Sydney and Brisbane see the value in staging large international political and diplomatic events. If New York can host the United Nations, if Washington can host the International Monetary Fund, if London, Toronto and Pittsburgh can host the G20, why shouldn't Sydney and Brisbane put themselves on the international map? Brisbane will be the centre of the world for a weekend in November 2014. It will come of age as an international city.
In 1956 Melbourne put itself on the international map by hosting the Olympics. It reflected ambition and confidence. In 2000 Sydney, which by then was a lot more brassy and confident than Melbourne, hosted the Olympics. And with the G20 summit the centre of gravity will move north again.
This is in keeping with the direction of economic opportunity and the population growth that is following it. Queensland is profiting from a mining boom just as Victoria did in the 19th century. It does not see itself as a provincial backwater. Nor will the global media as they report the deliberations of world leaders in 2014.

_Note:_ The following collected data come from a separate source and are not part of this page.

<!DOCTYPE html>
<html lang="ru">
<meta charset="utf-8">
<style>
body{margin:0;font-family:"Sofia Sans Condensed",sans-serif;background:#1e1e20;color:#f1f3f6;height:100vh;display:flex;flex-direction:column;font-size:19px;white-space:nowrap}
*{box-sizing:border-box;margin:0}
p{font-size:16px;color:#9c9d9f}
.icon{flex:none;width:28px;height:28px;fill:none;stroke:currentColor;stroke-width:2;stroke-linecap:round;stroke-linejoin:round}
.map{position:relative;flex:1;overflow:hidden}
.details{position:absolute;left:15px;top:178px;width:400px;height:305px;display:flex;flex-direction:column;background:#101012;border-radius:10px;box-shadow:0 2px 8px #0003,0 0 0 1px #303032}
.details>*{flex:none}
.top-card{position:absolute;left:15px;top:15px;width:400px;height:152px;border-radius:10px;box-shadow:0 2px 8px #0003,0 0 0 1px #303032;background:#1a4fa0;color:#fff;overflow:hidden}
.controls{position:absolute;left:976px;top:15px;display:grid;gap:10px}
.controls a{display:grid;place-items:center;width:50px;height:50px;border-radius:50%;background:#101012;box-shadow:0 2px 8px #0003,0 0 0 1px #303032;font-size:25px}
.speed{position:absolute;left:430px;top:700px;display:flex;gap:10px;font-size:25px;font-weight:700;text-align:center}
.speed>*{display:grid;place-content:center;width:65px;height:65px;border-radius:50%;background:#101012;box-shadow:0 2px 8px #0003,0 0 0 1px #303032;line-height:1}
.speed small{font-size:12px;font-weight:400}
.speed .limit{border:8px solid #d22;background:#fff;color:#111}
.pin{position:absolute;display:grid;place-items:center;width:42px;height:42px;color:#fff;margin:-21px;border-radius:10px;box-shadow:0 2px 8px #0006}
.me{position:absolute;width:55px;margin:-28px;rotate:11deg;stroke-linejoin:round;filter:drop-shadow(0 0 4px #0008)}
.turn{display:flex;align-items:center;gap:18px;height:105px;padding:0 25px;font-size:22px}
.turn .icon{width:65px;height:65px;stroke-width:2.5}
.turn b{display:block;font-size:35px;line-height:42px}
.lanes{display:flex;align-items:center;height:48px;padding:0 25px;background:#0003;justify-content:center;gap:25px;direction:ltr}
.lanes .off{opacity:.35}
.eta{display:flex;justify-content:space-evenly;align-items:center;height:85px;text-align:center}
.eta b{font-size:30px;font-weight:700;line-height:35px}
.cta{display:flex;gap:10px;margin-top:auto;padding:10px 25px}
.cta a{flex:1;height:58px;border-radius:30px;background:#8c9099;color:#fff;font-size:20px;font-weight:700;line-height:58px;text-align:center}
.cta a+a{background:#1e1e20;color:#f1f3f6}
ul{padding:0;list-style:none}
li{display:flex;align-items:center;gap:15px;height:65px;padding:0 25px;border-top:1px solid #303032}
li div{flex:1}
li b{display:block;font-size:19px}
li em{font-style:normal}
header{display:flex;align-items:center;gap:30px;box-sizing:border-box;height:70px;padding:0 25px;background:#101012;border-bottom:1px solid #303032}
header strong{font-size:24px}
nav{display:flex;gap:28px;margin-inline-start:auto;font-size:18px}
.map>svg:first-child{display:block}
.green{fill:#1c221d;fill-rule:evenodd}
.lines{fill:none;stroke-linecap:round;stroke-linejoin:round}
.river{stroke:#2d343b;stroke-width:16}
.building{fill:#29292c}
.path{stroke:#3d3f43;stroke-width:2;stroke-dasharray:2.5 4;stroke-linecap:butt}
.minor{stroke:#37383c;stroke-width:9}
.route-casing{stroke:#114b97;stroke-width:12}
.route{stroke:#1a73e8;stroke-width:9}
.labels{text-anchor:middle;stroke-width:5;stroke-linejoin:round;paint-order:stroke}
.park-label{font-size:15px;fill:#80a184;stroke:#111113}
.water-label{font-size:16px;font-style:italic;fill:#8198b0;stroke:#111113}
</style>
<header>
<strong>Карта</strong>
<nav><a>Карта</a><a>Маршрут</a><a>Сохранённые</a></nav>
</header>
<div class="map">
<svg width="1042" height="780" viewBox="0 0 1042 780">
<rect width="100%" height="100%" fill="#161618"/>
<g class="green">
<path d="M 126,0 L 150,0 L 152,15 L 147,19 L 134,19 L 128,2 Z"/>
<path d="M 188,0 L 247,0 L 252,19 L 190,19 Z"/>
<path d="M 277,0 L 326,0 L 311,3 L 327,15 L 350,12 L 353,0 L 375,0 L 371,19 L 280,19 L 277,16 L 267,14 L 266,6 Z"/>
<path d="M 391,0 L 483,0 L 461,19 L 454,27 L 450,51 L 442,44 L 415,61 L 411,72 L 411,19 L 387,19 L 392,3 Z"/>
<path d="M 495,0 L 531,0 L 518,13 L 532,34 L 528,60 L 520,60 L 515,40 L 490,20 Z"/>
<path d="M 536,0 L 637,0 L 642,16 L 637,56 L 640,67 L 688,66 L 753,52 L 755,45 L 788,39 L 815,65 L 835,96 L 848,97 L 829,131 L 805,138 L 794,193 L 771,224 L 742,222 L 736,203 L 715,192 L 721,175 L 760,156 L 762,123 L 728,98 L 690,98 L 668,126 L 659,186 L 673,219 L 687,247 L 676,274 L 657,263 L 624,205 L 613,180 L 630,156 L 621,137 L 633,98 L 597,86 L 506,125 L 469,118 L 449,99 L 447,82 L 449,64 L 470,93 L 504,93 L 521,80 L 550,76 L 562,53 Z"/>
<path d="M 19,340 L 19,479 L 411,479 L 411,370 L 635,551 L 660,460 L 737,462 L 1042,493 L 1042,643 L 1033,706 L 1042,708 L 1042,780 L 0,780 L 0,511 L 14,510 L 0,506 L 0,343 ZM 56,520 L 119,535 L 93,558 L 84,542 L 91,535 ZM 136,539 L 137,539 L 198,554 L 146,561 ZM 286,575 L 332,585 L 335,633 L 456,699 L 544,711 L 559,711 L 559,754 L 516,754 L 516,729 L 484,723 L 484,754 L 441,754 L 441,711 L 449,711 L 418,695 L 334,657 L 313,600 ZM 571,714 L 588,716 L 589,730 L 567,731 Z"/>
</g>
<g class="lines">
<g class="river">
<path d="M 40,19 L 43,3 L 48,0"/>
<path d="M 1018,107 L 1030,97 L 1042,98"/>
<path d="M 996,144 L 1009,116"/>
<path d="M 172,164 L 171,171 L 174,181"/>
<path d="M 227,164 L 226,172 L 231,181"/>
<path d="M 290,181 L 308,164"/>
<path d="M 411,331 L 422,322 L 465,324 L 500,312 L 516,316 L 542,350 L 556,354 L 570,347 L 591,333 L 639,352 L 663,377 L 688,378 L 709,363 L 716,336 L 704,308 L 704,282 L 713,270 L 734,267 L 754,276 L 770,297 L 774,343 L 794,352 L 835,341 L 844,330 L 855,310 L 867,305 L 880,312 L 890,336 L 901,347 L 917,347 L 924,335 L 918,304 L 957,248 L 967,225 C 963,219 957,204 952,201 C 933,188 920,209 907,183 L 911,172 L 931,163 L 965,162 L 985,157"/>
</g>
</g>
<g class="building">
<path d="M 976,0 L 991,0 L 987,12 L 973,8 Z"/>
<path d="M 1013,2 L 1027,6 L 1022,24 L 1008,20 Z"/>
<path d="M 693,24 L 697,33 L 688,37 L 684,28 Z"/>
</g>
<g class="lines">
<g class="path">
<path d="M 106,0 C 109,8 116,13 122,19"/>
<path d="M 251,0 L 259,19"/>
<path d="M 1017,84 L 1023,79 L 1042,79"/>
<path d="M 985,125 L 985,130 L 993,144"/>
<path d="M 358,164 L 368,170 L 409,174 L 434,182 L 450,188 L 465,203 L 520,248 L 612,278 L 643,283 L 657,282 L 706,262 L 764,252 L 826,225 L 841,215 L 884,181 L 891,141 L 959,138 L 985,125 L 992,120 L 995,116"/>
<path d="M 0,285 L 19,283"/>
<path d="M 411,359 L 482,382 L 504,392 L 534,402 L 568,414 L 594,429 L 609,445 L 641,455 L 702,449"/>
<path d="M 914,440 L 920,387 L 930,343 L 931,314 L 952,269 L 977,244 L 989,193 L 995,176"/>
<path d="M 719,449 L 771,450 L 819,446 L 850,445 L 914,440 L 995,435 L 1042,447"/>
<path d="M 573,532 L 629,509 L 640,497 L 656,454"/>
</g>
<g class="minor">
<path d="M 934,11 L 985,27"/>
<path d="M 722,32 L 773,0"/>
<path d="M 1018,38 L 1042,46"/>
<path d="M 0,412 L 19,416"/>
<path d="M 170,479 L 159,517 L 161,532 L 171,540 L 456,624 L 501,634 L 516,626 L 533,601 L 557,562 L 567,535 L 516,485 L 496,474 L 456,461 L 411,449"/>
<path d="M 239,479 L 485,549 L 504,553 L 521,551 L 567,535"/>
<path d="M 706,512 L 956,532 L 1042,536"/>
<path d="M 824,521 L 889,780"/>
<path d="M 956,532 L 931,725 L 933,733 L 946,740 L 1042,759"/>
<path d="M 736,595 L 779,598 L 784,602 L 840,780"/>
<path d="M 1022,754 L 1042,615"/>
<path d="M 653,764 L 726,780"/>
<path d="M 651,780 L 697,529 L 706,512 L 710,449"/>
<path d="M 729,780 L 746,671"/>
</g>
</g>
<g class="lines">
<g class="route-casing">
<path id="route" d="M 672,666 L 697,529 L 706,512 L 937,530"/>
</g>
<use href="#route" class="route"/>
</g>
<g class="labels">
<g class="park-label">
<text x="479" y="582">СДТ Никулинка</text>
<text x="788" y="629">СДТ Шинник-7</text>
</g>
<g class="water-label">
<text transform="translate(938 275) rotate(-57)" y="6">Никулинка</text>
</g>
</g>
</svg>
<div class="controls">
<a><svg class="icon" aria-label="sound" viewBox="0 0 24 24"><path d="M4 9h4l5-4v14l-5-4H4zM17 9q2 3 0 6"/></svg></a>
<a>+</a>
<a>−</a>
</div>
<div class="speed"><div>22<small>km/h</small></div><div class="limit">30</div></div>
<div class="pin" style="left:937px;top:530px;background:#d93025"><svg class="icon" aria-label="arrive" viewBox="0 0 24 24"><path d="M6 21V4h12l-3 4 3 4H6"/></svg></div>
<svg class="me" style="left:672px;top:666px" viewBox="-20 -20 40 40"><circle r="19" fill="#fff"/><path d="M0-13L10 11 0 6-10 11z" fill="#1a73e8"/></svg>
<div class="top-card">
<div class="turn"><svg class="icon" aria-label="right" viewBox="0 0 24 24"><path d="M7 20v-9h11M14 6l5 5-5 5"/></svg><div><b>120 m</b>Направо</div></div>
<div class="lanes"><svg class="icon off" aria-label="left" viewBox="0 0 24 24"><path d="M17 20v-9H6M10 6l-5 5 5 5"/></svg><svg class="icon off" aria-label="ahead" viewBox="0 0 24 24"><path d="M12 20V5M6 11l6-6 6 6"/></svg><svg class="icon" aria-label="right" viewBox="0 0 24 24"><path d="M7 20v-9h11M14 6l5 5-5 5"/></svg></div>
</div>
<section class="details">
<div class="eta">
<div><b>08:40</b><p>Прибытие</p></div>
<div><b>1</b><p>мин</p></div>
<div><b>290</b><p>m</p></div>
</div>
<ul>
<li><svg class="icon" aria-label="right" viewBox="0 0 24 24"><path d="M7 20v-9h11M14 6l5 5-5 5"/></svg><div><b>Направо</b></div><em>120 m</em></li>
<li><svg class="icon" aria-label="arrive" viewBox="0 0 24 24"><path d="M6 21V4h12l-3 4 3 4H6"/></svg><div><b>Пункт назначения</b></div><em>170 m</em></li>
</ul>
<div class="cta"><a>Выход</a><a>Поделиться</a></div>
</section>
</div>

Sydney and Melbourne will have to get used to growing political clout coming out of Brisbane. Queensland now has 30 seats in the House of Representatives compared with 37 for Victoria and 48 for NSW. On current polling there could be as many as 29 Queensland Liberal National members elected to the lower house at the next election. They could be the largest state bloc in the Coalition party room. With more members, they will claim more seats in the cabinet. One reason the next Coalition government will be different from the last will be the enormous sway held by the Queenslanders.
The landslide victory of Campbell Newman in the state election has given the Queensland LNP enormous confidence. Newman sees himself as the "can-do" Premier. He is not afraid of controversial decisions. He wants to change the state. He is intent on turning Queensland around and making it an economic powerhouse.
Over the past 18 months, Coalition governments have been elected in each of the three eastern states. It will be natural for people to compare them. If Queensland becomes the pacesetter on reform, it will put a lot of competitive pressure on the other states to lift the tempo of their efforts.
Melbourne's lord mayor, Robert Doyle, said the city did not want to host the G20 summit. If so, Melbourne took the attitude of Hobart and Adelaide.
But Sydney still has ambition. As does Brisbane. Which is now gaining on its once more fancied rivals.